═════ PROVIDED RECORDS
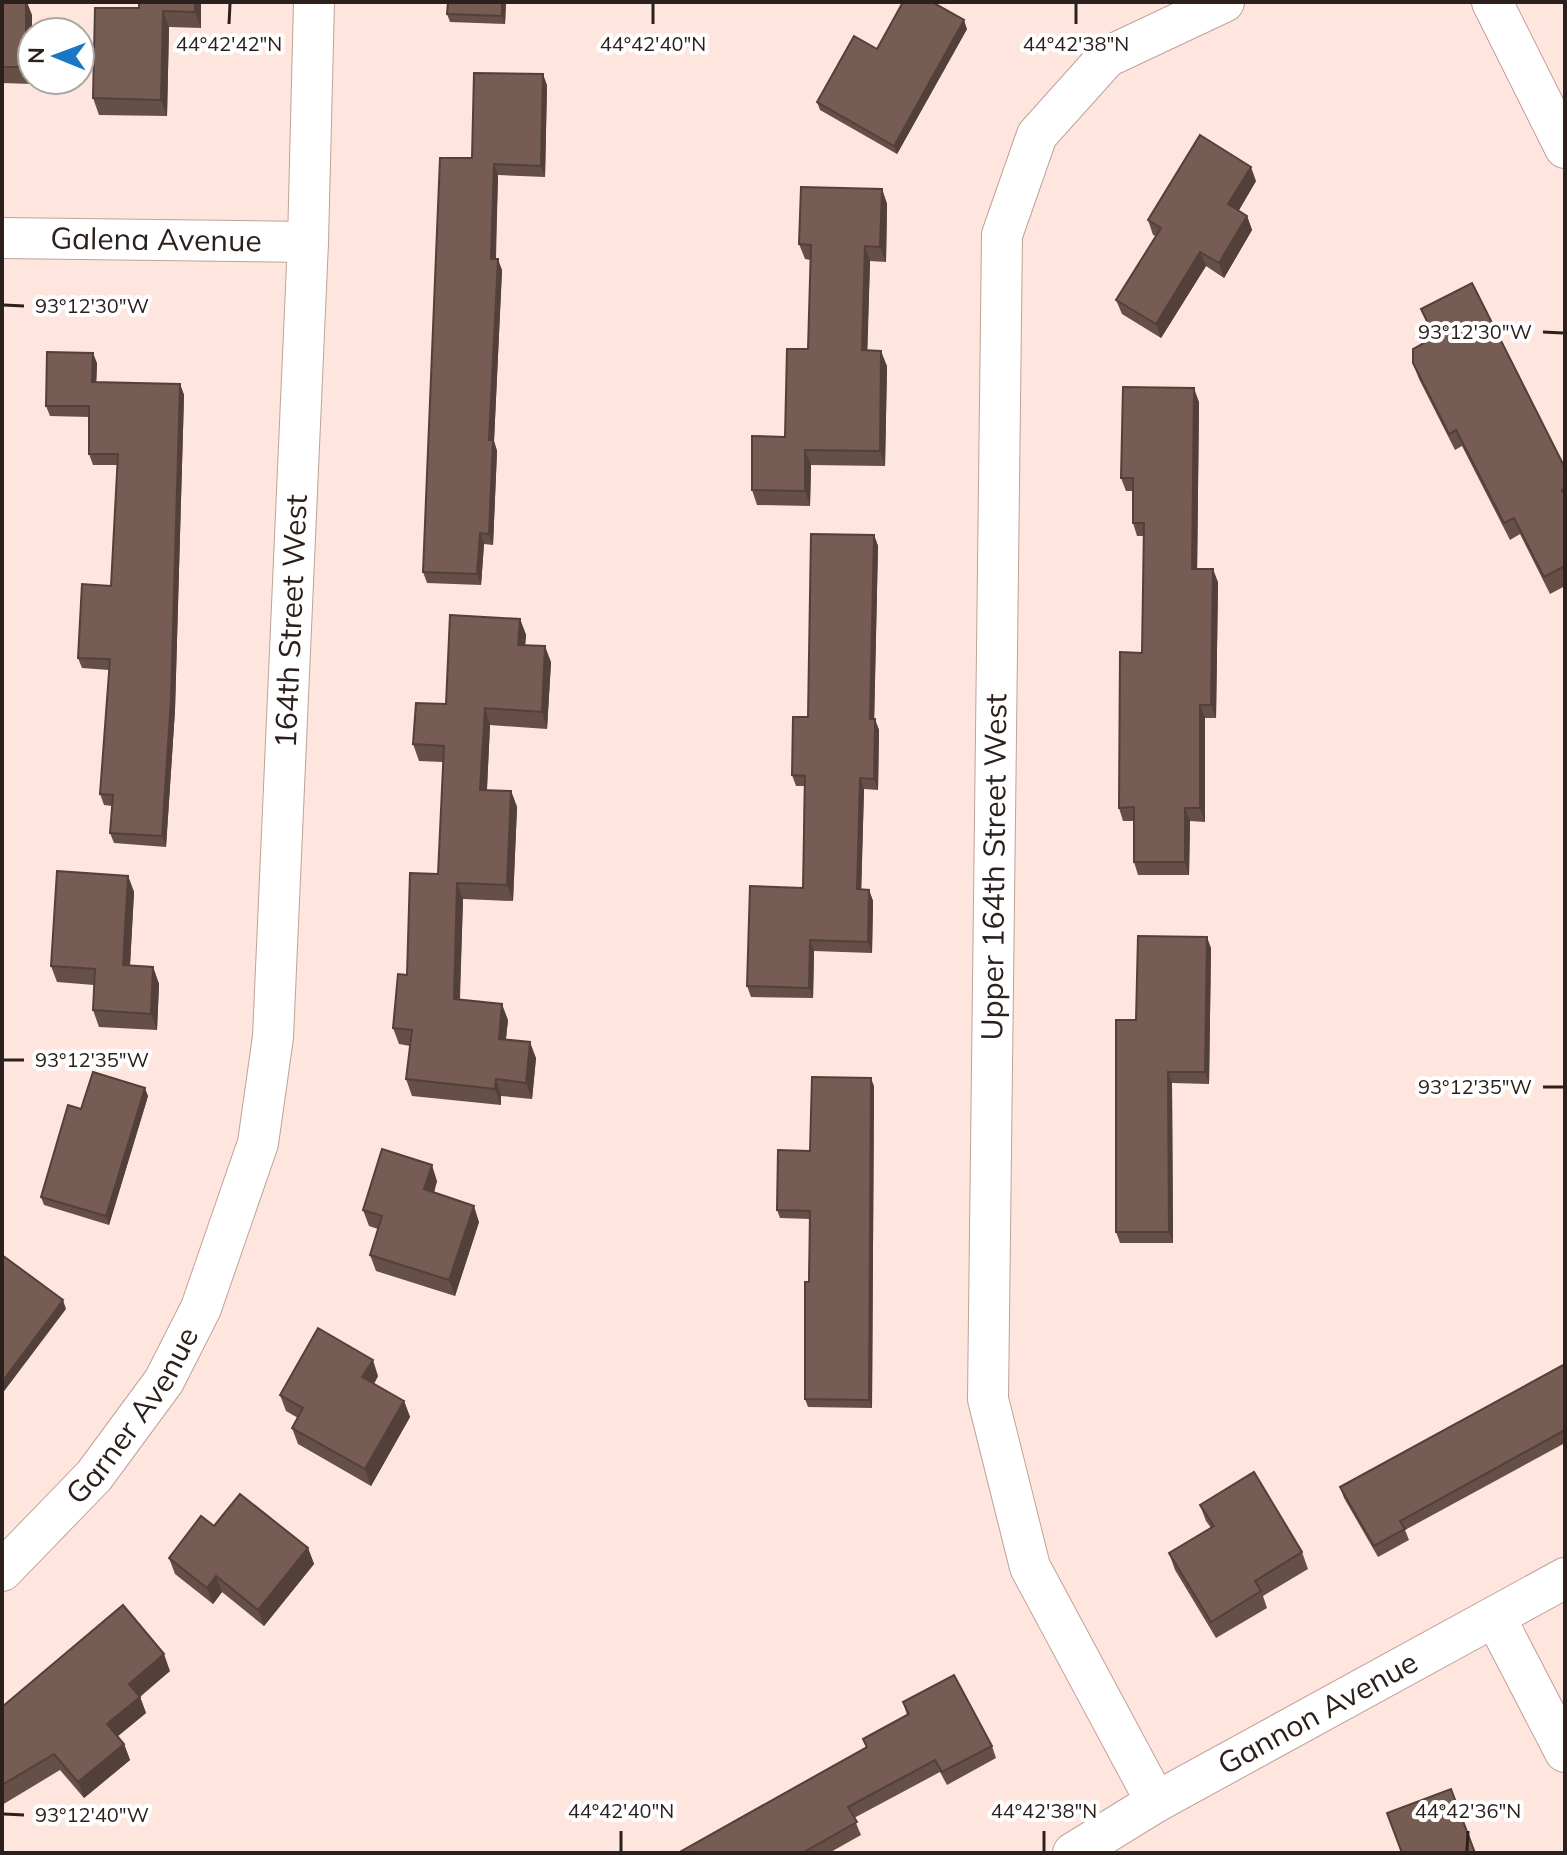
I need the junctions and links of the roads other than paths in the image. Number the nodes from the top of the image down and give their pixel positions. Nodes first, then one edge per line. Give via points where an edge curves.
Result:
1 (314, 2) edge
2 (1224, 2) edge
3 (1492, 2) edge
4 (1565, 148) edge
5 (2, 238) edge
6 (308, 242) junction
7 (229, 1236) joint
8 (2, 1571) edge
9 (1565, 1578) edge
10 (1495, 1617) junction
11 (1565, 1752) edge
12 (1156, 1802) junction
13 (1073, 1853) edge

1 - 6 street, 164th Street West
2 - 12 street, Upper 164th Street West via 1107,57 1037,135 1002,235 988,1399 1030,1567
3 - 4 street
5 - 6 street, Galena Avenue
6 - 7 street, 164th Street West via 273,1037 258,1143
7 - 8 street, Garner Avenue via 164,1381 94,1476
9 - 10 street, Gannon Avenue
10 - 11 street
10 - 12 street, Gannon Avenue
12 - 13 street, Gannon Avenue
══════════
* [EXERCISE DESCRIPTION] Everything in the entries must come back exactly, except the pictures.

* [RESPONSE]
I need the junctions and links of the roads other than paths in the image. Number the nodes from the top of the image down and give their pixel positions. Nodes first, then one edge per line. Give via points where an edge curves.
Result:
1 (314, 2) edge
2 (1224, 2) edge
3 (1492, 2) edge
4 (1565, 148) edge
5 (2, 238) edge
6 (308, 242) junction
7 (229, 1236) joint
8 (2, 1571) edge
9 (1565, 1578) edge
10 (1495, 1617) junction
11 (1565, 1752) edge
12 (1156, 1802) junction
13 (1073, 1853) edge

1 - 6 street, 164th Street West
2 - 12 street, Upper 164th Street West via 1107,57 1037,135 1002,235 988,1399 1030,1567
3 - 4 street
5 - 6 street, Galena Avenue
6 - 7 street, 164th Street West via 273,1037 258,1143
7 - 8 street, Garner Avenue via 164,1381 94,1476
9 - 10 street, Gannon Avenue
10 - 11 street
10 - 12 street, Gannon Avenue
12 - 13 street, Gannon Avenue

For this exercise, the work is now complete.